__Your objective__: After locating the line with "thumb tip: (528, 498)" in the data that follows, return it and every later line exactly, up to and including the line with "middle mcp: (137, 122)".

__The data__:
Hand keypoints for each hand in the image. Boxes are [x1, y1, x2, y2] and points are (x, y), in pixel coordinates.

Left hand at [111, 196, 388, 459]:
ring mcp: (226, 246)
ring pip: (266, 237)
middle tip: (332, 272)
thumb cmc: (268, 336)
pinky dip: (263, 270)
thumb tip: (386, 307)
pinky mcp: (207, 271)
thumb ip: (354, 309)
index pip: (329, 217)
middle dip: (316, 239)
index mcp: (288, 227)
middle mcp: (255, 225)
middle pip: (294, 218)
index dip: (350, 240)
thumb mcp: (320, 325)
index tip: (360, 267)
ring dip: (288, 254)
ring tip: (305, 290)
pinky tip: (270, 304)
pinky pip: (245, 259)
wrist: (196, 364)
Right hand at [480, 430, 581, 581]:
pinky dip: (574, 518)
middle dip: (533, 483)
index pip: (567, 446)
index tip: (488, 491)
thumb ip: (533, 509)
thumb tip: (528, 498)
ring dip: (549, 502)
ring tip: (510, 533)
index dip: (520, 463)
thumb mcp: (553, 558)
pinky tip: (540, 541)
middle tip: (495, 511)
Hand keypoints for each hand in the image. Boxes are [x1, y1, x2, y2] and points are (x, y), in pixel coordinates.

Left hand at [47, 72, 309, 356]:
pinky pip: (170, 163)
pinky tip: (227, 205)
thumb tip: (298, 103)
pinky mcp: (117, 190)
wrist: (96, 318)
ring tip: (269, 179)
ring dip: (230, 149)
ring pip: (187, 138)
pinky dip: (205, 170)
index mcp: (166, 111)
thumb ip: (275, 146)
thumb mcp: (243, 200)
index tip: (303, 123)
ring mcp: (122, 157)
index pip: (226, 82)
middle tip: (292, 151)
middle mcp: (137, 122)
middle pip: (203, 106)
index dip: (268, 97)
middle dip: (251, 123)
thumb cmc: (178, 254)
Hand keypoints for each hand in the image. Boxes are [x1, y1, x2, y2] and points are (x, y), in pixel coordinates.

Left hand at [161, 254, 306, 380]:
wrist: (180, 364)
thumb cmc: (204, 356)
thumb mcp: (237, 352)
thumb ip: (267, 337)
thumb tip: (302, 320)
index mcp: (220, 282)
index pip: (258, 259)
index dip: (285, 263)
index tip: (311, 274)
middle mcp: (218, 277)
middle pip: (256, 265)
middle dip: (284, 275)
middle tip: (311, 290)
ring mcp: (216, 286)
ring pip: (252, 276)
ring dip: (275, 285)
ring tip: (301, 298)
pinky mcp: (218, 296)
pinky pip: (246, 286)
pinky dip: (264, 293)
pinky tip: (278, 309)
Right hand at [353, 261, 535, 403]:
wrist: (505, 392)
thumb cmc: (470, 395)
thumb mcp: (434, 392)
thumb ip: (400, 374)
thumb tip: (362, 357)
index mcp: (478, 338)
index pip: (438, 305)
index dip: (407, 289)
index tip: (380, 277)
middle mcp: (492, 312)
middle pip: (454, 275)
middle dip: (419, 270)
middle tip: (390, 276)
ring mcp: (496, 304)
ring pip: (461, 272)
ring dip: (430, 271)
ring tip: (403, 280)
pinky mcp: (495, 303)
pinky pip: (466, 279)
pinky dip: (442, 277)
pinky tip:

__Response to the task__:
thumb tip: (528, 498)
ring dip: (549, 502)
ring tip: (510, 533)
index dip: (520, 463)
thumb mcp: (553, 558)
pinky tip: (540, 541)
middle tip: (495, 511)
Hand keypoints for each hand in the image. Boxes are [x1, y1, x2, y2] and points are (x, y), in pixel coordinates.

Left hand at [47, 72, 309, 356]:
pinky pip: (170, 163)
pinky tip: (227, 205)
thumb tip: (298, 103)
pinky mcp: (117, 190)
wrist: (96, 318)
ring tip: (269, 179)
ring dip: (230, 149)
ring pip: (187, 138)
pinky dip: (205, 170)
index mcp: (166, 111)
thumb ip: (275, 146)
thumb mcp: (243, 200)
index tip: (303, 123)
ring mcp: (122, 157)
index pip: (226, 82)
middle tip: (292, 151)
middle mcp: (137, 122)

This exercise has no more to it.